Supplesomething forwarded me an interesting NPR piece on Manjul Bhargava, 28, a professor of number theory at Princeton who discusses how the Fibonacci series pops up not just in mathematics but also in the arts.
The Fibonacci series is the set of numbers beginning with 1, 1 where every number is the sum of the previous two numbers. The series begins with 1, 1, 2, 3, 5, 8, 13, and so on. They were known in India before Fibonacci as the Hemachandra numbers. And the ratio of any two successive Fibonacci numbers approximates a ratio, ~1.618, called the golden section or golden mean.
It's long been known that the Fibonacci series turns up frequently in nature. The numbers of petals on a daisy and the dimensions of a section of a spiral nautilus shell are usually Fibonacci numbers. For plants, this is because the fractional part of the golden mean, a constant called phi (0.618), is the rotation fraction (222.5 degrees) which yields the most efficient and scalable packing of circular objects such as seeds, petals and leaves.

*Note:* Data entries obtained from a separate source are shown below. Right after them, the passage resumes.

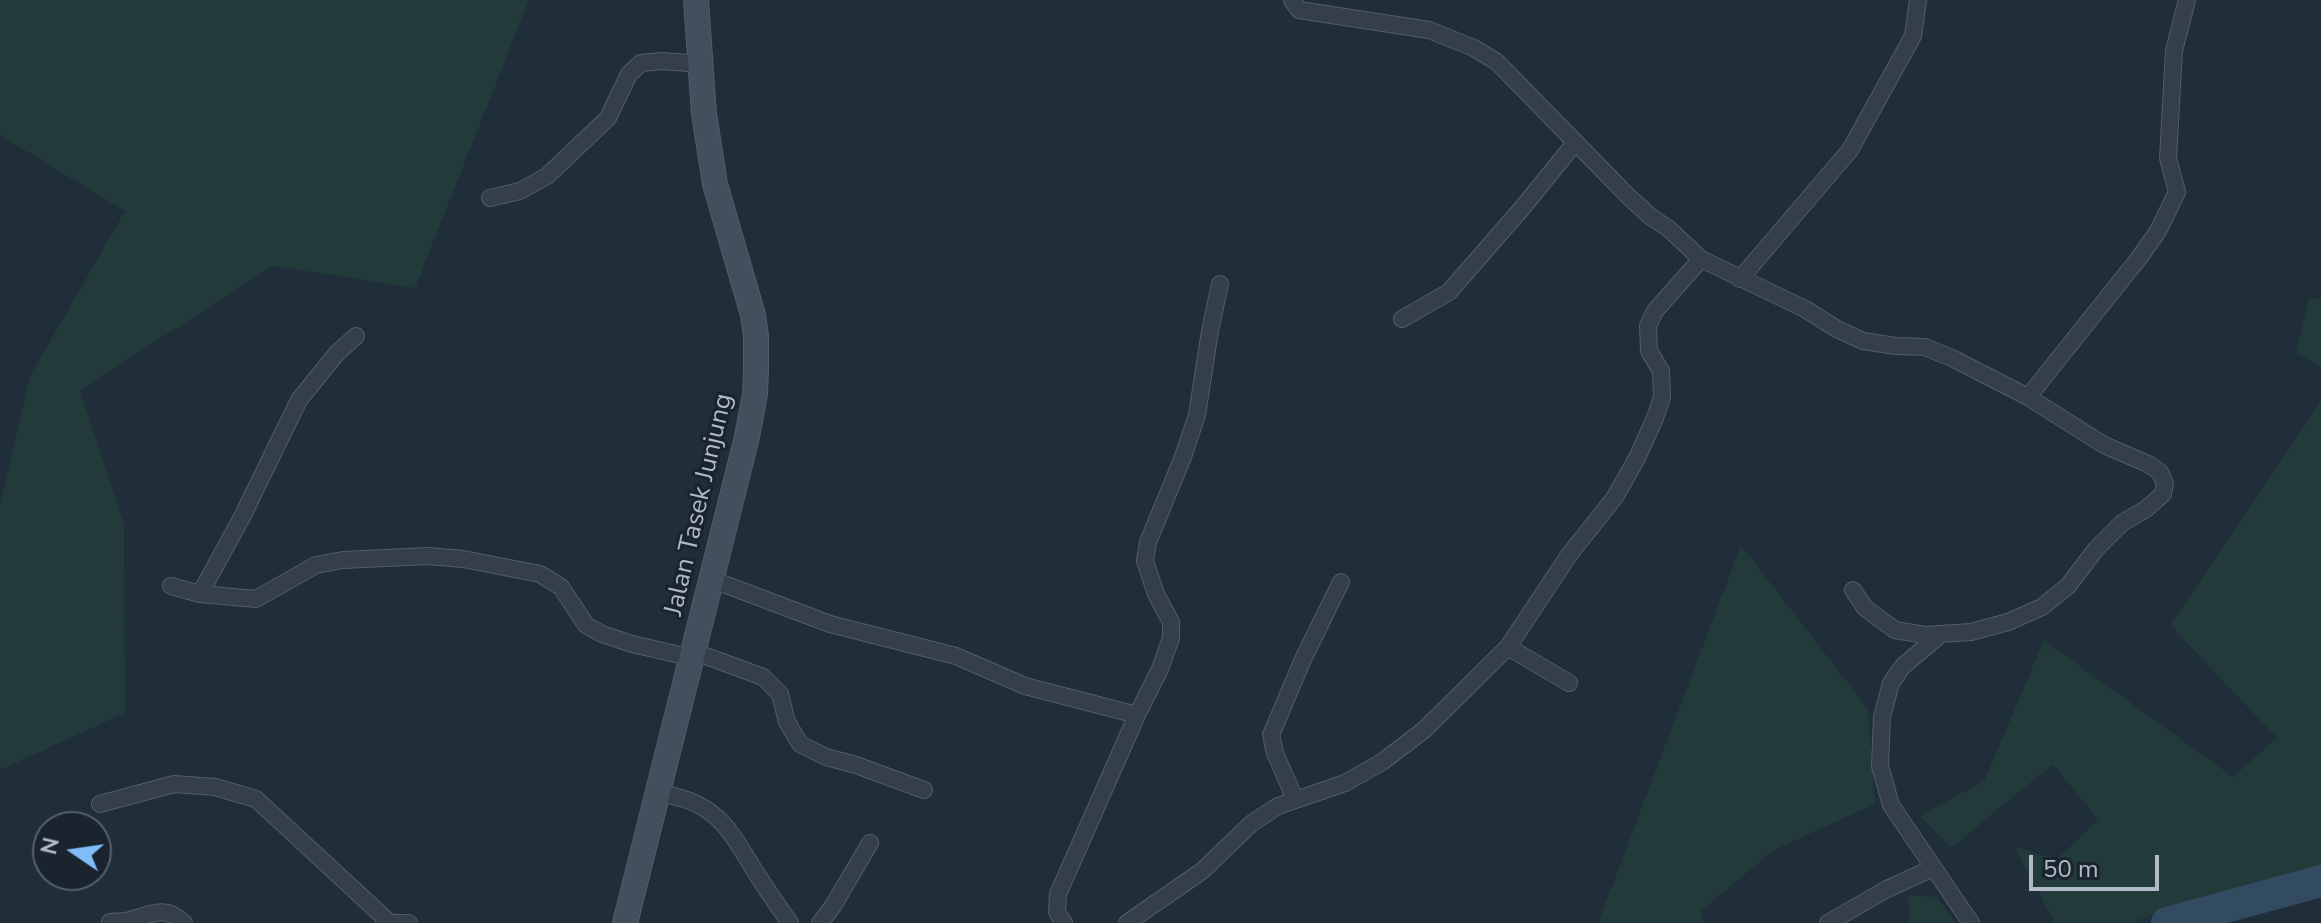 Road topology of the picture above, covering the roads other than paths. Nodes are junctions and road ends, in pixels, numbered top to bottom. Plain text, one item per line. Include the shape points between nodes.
1 (696, 0) edge
2 (1292, 0) edge
3 (1918, 0) edge
4 (2187, 0) edge
5 (701, 64) junction
6 (1575, 143) junction
7 (490, 198) dead end
8 (1701, 259) junction
9 (1740, 279) junction
10 (1220, 284) dead end
11 (1402, 319) dead end
12 (356, 336) dead end
13 (2028, 397) junction
14 (713, 580) junction
15 (1341, 582) dead end
16 (171, 586) dead end
17 (1853, 590) dead end
18 (200, 594) junction
19 (1941, 634) junction
20 (1508, 647) junction
21 (694, 655) junction
22 (1569, 683) dead end
23 (1137, 715) junction
24 (924, 790) dead end
25 (657, 792) junction
26 (1295, 799) junction
27 (100, 804) dead end
28 (870, 843) dead end
29 (1933, 868) junction
30 (110, 922) edge
31 (386, 922) edge
32 (184, 923) edge
33 (409, 923) edge
34 (625, 923) edge
35 (790, 923) edge
36 (820, 923) edge
37 (1064, 923) edge
38 (1127, 923) edge
39 (1828, 923) edge
40 (1971, 923) edge

1 - 5 main road, Jalan Tasek Junjung
2 - 6 street via 1299,10 1429,30 1474,48 1497,62
3 - 9 street via 1913,36 1850,150
4 - 13 street via 2174,51 2168,158 2177,192 2174,200 2123,279
5 - 7 street via 641,63 629,74 608,118 547,176 520,191
5 - 14 main road, Jalan Tasek Junjung via 715,184 756,336 750,423
6 - 8 street
6 - 11 street via 1449,292
8 - 9 street
8 - 20 street via 1648,326 1649,351 1661,371 1662,397 1637,458
9 - 13 street via 1863,341 1925,347
10 - 23 street via 1197,415 1148,542 1145,561 1171,622 1171,638
12 - 18 street via 299,400
13 - 19 street via 2104,445 2160,472 2163,494 2122,523 2068,586 2042,607 1971,632
14 - 21 main road, Jalan Tasek Junjung
14 - 23 street via 830,624 956,656 1025,686
15 - 26 street via 1271,735
16 - 18 street
17 - 19 street via 1865,608 1895,630
18 - 21 street via 256,599 316,565 343,560 463,559 540,574 561,587 586,625 602,634
19 - 29 street via 1891,683 1882,717 1880,766 1891,805
20 - 22 street
20 - 26 street via 1424,730 1382,762 1345,783
21 - 24 street via 763,677 780,694 800,744
21 - 25 main road, Jalan Tasek Junjung
23 - 37 street via 1058,894 1057,912
25 - 34 main road, Jalan Tasek Junjung
25 - 35 street via 706,809 722,823
26 - 38 street via 1252,823 1202,871
27 - 31 street via 174,784 215,787 256,799
28 - 36 street
29 - 39 street
29 - 40 street
30 - 32 street via 162,911
31 - 33 street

But Bhargava points out that the series also shows up in the arts. Sanksrit poetry, tabla compositions and tango, to name a few examples, use the series to find the number of possible combinations of single and double-length beats within a stanza.
For example, the eighth Fibonacci number is 34, assuming we number the series starting from 0. There are 34 ways to combine single and double-syllable words in a stanza with eight beats. Similarly, there are 34 ways to combine fast and slow tango steps over eight beats. It's classic Zen and the Art of Motorcycle Maintenance: the beauty in logic, the logic in beauty.
If Hemachandra were alive today, no doubt he'd apply his series to how many Indian bureaucrats it takes to sell a railway ticket. In the first year, one; in the ninth, 55, and so on.